PrairieSky doesn't intend to directly develop or produce petroleum or natural gas. Instead, the new company will focus on attracting third party capital investments to develop the properties.
The filing says PairieSky intends to use a majority of its free cash flow to pay dividends to its shareholders on a monthly basis.
Calgary-based Encana expects to continue owning a majority interest in PrairieSky after the IPO, but details of Encana's stake aren't disclosed in documents prepared for the new company's initial public offering.
A management analysis provided in the document estimates that PrairieSky would have produced $195.2 million of free cash flow last year if it had been an independent company and would have paied a total of $165 million of cash dividends in 2013.
Free cash flow is a financial measure that analysts and investors frequently use to measure the performance of oil and gas companies, although there's no definition of the term under international financial reporting standards.
Encana originally announced plans for a spinoff in November, when it slashed its dividend and said it would reduce its workforce by 20 per cent as it simplifies its sprawling operations.

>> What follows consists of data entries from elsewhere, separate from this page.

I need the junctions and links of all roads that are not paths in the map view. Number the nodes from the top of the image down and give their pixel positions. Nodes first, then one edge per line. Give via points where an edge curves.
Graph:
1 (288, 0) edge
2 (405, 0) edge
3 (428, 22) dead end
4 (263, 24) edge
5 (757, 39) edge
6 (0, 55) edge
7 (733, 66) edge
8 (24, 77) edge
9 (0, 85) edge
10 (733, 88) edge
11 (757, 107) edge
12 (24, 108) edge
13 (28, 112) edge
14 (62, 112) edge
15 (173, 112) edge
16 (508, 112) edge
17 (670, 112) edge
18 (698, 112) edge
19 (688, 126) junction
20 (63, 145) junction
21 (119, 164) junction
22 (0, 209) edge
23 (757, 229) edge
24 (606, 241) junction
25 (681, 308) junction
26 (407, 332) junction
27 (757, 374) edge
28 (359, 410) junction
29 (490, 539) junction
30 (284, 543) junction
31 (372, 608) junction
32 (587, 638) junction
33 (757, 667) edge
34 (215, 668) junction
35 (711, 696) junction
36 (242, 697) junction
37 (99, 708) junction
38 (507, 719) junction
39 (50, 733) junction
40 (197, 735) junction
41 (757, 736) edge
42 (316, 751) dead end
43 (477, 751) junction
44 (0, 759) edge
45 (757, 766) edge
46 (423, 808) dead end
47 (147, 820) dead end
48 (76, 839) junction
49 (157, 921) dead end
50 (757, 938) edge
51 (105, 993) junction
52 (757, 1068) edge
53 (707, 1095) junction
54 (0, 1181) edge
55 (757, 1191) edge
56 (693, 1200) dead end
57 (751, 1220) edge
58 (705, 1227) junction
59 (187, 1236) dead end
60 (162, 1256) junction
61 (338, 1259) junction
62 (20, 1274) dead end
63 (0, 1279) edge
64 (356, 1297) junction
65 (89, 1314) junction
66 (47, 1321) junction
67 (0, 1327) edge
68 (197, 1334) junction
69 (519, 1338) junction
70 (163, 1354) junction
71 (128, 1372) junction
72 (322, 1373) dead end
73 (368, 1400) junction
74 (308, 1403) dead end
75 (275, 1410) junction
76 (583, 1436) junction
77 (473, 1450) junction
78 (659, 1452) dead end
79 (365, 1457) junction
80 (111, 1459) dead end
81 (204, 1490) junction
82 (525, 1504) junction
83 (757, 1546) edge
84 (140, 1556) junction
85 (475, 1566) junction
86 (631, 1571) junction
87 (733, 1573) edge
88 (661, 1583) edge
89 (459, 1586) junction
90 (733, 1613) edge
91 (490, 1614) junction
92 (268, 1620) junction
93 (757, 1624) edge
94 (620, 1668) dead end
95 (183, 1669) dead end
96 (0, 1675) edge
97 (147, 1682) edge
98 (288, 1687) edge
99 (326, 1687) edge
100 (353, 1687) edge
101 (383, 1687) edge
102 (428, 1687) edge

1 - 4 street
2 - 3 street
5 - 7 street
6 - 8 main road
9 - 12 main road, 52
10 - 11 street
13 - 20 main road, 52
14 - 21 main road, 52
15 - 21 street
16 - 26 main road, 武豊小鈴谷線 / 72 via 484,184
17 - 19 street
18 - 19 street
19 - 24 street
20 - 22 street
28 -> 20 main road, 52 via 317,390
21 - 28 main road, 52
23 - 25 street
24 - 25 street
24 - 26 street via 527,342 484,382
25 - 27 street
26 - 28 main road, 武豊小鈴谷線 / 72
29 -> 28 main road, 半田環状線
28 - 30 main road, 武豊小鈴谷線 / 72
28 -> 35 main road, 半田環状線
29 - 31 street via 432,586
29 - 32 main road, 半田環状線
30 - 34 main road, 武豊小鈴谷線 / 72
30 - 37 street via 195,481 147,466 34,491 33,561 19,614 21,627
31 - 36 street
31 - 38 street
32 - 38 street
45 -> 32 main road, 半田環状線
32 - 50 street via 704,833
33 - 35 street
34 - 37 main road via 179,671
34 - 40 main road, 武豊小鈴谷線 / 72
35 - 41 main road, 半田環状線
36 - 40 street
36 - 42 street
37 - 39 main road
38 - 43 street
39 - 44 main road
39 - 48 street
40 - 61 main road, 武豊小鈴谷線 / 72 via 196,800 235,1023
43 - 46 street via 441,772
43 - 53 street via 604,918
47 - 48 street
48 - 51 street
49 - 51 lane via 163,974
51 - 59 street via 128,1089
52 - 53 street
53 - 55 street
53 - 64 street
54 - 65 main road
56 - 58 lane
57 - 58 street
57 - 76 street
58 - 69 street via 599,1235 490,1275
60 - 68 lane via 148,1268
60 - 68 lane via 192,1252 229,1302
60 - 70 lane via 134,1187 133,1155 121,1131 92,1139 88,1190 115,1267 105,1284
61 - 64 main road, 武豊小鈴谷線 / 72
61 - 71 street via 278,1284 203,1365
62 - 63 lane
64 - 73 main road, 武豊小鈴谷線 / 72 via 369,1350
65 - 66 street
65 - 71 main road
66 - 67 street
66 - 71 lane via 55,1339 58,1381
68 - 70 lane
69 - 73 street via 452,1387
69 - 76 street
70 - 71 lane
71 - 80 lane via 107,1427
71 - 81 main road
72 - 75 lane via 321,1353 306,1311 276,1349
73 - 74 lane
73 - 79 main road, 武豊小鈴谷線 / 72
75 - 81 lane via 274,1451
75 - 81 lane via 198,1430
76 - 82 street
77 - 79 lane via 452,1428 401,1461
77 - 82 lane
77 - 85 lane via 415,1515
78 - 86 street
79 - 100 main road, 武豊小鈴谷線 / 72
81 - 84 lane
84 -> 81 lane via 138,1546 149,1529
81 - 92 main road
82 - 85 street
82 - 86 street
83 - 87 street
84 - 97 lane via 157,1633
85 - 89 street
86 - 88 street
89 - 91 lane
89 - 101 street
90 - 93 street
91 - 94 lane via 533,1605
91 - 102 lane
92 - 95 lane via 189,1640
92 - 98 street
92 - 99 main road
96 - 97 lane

Net proceeds from the proposed sale of PrairieSky shares will go to Encana.
The PrairieSky preliminary prospectus was filed with regulators after markets closed Monday. Earlier in the day, Encana shares hit a 52-week high of $24.99.
PrairieSky, currently a subsidiary of Encana, was formed Nov. 27 to acquire a royalty business that receives cash payments based on production from lands in central and southern Alberta.
Encana will receive the net proceeds from the public offering and sell some of its assets to PrairieSky in return for shares of the new company about two days before the offering closes.